Ir al contenido principal

HANNAH ARENDT

 

LA FILOSOFÍA DE


HANNAH ARENDT

 CLICK PARA DESCARGAR

POLÍTICA

El totalitarismo es una doctrina política en la que se defiende el absolutismo estatal y su poder total y absoluto sobre cualquier aspecto de la vida y de las libertades ciudadanas. El sistema opuesto al totalitarismo es la democracia, cuyos principios característicos son la soberanía popular y la división de poderes. 

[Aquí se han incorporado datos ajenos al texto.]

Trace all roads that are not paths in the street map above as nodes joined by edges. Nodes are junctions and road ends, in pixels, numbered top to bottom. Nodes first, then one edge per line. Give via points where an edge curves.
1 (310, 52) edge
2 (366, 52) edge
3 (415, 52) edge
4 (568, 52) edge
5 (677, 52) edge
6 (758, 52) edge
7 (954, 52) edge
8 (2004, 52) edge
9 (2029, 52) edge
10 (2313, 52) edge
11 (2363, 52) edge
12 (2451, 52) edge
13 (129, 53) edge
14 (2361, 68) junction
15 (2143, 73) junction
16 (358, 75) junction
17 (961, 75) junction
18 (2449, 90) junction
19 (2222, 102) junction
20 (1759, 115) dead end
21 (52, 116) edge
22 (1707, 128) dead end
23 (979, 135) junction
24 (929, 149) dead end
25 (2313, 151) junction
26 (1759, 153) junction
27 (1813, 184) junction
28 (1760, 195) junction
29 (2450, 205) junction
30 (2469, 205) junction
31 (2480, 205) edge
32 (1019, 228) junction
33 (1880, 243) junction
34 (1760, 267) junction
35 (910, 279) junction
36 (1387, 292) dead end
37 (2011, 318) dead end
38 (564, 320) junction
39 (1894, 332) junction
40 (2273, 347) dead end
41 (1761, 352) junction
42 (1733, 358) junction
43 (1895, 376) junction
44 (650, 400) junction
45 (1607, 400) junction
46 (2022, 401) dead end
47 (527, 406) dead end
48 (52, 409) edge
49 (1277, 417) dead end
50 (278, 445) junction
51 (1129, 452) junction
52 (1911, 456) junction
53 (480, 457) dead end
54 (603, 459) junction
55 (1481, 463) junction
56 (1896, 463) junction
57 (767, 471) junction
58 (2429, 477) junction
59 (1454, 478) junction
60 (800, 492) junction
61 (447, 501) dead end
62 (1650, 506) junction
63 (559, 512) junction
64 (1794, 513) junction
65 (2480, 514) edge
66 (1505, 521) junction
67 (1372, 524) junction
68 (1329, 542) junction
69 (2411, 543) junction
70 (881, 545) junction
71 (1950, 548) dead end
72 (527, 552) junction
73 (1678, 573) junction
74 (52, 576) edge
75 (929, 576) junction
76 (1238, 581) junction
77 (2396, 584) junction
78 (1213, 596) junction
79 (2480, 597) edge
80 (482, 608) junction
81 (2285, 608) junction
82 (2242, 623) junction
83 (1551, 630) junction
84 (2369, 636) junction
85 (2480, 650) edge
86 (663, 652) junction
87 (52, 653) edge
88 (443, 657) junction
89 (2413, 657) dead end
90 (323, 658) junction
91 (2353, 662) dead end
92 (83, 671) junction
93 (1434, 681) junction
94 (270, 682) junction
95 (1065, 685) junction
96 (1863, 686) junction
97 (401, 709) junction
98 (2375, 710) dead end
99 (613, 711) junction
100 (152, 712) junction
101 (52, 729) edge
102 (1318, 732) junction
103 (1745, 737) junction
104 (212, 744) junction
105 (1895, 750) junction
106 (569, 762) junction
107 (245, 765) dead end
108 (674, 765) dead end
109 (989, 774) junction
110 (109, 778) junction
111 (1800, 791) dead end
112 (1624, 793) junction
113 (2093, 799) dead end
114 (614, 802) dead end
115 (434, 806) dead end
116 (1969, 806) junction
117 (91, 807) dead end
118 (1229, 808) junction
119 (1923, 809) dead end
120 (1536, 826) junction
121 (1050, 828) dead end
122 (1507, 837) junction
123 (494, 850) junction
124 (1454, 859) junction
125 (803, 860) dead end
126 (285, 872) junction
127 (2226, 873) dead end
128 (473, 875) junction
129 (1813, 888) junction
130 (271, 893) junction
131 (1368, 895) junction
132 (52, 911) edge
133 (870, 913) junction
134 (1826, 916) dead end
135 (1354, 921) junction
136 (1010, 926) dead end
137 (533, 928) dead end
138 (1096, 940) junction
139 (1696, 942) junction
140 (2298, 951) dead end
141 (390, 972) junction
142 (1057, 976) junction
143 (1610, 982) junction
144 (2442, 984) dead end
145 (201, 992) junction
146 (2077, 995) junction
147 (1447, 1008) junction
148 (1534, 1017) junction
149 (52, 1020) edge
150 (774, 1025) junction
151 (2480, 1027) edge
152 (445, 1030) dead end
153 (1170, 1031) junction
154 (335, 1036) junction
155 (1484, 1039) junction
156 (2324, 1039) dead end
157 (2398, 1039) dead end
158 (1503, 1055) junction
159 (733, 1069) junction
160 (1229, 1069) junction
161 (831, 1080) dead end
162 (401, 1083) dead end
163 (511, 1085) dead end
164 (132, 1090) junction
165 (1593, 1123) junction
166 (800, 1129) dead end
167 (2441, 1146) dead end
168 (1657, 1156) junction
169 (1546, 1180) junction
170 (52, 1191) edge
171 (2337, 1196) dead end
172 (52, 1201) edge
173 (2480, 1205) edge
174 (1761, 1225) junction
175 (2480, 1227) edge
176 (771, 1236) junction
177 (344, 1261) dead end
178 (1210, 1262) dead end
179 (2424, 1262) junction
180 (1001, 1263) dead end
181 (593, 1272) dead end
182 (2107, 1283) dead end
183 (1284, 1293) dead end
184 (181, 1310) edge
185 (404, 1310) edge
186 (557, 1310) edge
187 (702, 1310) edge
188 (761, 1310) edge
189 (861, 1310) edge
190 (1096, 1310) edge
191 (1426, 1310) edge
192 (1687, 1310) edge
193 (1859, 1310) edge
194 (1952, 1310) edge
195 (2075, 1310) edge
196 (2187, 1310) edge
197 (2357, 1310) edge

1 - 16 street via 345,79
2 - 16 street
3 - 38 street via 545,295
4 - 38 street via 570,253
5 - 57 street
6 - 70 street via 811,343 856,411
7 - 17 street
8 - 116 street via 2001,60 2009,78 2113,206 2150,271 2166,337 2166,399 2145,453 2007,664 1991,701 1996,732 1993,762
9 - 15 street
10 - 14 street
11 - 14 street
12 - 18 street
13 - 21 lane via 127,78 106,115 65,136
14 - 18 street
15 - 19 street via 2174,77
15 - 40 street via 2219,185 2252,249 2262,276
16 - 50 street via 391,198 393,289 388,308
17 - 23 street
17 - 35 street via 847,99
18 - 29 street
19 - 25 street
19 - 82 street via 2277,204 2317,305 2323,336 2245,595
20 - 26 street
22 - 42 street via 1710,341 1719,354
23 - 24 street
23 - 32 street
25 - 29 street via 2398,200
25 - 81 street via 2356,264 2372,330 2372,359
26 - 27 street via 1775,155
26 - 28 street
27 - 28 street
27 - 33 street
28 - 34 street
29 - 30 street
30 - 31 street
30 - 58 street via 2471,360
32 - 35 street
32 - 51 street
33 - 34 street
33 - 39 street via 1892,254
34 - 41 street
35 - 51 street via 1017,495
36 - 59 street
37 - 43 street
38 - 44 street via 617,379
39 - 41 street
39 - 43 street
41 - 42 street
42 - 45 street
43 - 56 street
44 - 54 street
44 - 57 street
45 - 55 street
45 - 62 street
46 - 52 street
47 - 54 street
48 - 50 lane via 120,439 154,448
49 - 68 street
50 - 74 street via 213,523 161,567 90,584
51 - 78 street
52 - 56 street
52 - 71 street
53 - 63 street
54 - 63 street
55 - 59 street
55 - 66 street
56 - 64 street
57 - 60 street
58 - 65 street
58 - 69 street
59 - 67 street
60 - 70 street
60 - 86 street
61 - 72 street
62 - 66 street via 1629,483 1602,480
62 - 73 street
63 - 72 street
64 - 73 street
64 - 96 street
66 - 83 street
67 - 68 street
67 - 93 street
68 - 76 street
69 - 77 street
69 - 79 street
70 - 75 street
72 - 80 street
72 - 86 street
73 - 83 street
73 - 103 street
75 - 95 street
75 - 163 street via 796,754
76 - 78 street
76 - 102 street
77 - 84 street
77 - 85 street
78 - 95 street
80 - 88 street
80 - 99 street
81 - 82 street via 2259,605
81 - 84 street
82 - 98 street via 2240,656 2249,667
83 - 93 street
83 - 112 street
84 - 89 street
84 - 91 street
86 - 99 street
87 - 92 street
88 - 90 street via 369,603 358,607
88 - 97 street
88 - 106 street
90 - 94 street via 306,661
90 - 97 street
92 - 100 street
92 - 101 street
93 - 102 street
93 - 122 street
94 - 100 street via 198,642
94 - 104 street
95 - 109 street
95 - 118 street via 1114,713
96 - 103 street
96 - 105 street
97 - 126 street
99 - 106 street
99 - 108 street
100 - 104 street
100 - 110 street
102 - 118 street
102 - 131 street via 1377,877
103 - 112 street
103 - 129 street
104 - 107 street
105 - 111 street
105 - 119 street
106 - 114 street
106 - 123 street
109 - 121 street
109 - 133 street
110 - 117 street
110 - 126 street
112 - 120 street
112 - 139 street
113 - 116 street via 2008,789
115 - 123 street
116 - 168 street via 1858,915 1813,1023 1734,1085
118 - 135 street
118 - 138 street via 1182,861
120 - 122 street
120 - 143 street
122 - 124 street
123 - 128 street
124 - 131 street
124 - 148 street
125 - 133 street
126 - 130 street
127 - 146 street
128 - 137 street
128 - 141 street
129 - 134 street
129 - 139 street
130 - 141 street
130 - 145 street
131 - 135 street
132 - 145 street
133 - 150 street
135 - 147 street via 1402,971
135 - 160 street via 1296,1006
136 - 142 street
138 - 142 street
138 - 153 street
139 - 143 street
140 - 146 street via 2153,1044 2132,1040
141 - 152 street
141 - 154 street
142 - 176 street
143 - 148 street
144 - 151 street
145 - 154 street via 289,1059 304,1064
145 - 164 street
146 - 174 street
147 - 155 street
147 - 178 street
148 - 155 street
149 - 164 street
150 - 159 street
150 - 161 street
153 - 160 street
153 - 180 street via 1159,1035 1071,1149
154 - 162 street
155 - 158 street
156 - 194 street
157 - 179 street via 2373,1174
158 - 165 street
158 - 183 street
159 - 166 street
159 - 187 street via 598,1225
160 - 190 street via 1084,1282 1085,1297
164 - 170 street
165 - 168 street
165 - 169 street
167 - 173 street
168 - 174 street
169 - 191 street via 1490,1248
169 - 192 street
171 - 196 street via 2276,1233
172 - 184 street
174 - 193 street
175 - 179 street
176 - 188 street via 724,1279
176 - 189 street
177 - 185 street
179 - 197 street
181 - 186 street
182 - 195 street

El trabajo de Arendt sobre el totalitarismo le lleva a analizar ejemplos totalitarios como el nacionalsocialismo y el régimen comunista soviético, configuraciones políticas que surgen en el primer tercio del siglo XX y que carecen de antecedentes históricos. Ambos se presentan como movimientos de masas que explotan la frustración y el resentimiento de quienes se sienten aislados y marginados de la sociedad. El movimiento totalitario ofrece a estas personas dominadas por el miedo un sentido de pertenencia y un lugar en el mundo, a cambio de una obediencia ciega y lealtad incuestionable a su líder. 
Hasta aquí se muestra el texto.